RE: Requirements for Relational to RDF mapping document comment... from Ezzat, Ahmed on 2009-01-06 (public-xg-rdb2rdf@w3.org from January 2009)

From: Ezzat, Ahmed <Ahmed.Ezzat@hp.com>
Date: Tue, 6 Jan 2009 19:54:18 +0000
To: "ashok.malhotra@oracle.com" <ashok.malhotra@oracle.com>, Li L Ma <malli@cn.ibm.com>
CC: "public-xg-rdb2rdf@w3.org" <public-xg-rdb2rdf@w3.org>, "public-xg-rdb2rdf-request@w3.org" <public-xg-rdb2rdf-request@w3.org>
Message-ID: <3B7AE9BA67C72B4891EF21842246A21C404A219C25@GVW1097EXB.americas.hpqcorp.net>
Hello Li Ma and Ashok,

At the requirement level, we should avoid specifying how we can implement things.
I can see a case for using RDF & RDB2RDF as critical components to solve the MDM problem in the context of data integration.  Advantages over traditional MDM would be it is simpler and more efficient from semantics point of view; I assume that what Li Ma meant.

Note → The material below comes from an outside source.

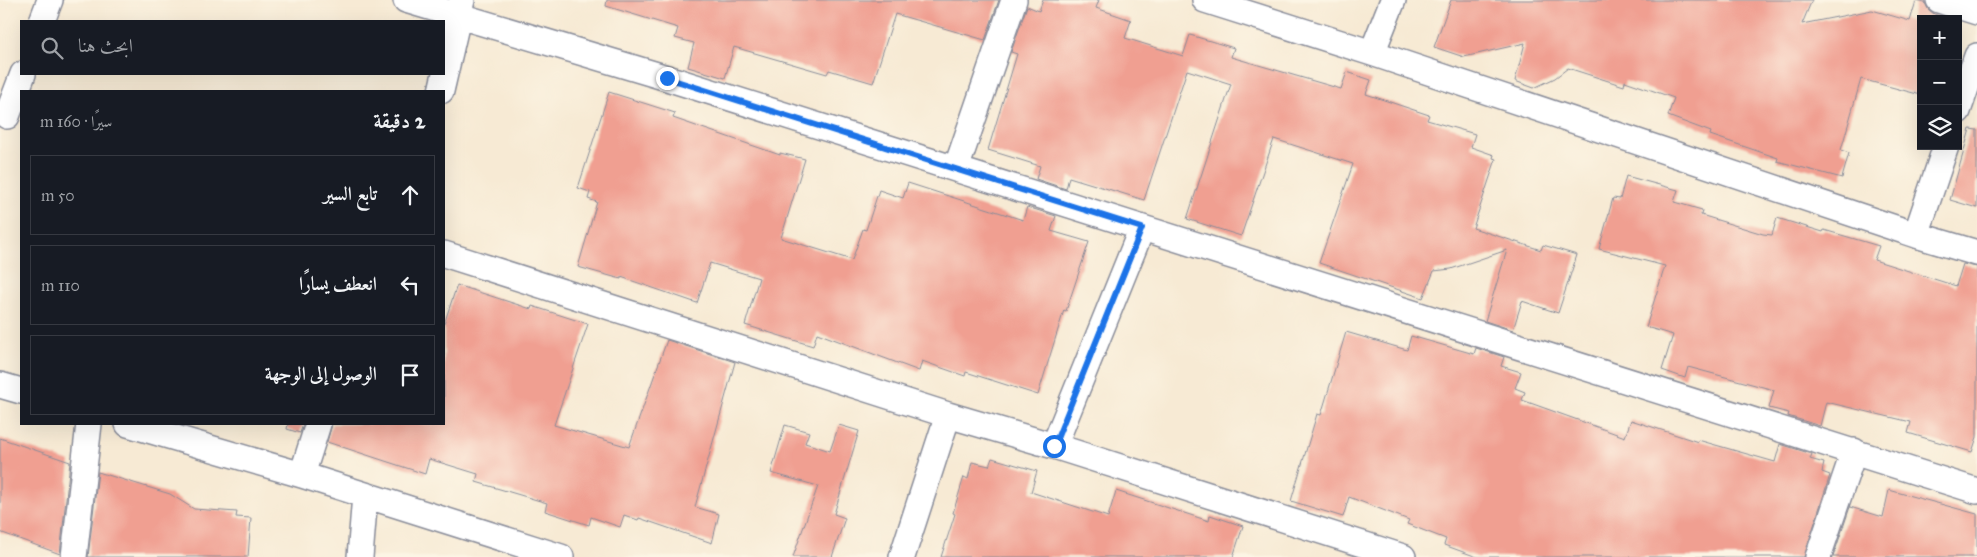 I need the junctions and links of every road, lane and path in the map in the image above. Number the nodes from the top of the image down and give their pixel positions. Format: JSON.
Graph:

What Li Ma and Kingsley suggested seperately is reasonable.  There are companies who provide solution to this problem like Metatomix today as one example.

What is critical is to be careful and not to imply that RDF or RDB2RDF solve these problems but it is a critical technology to enable higher-level problem solution and along these lines where I think MDM and data integration come in the picture; MDM is not orthognal issue to data integration.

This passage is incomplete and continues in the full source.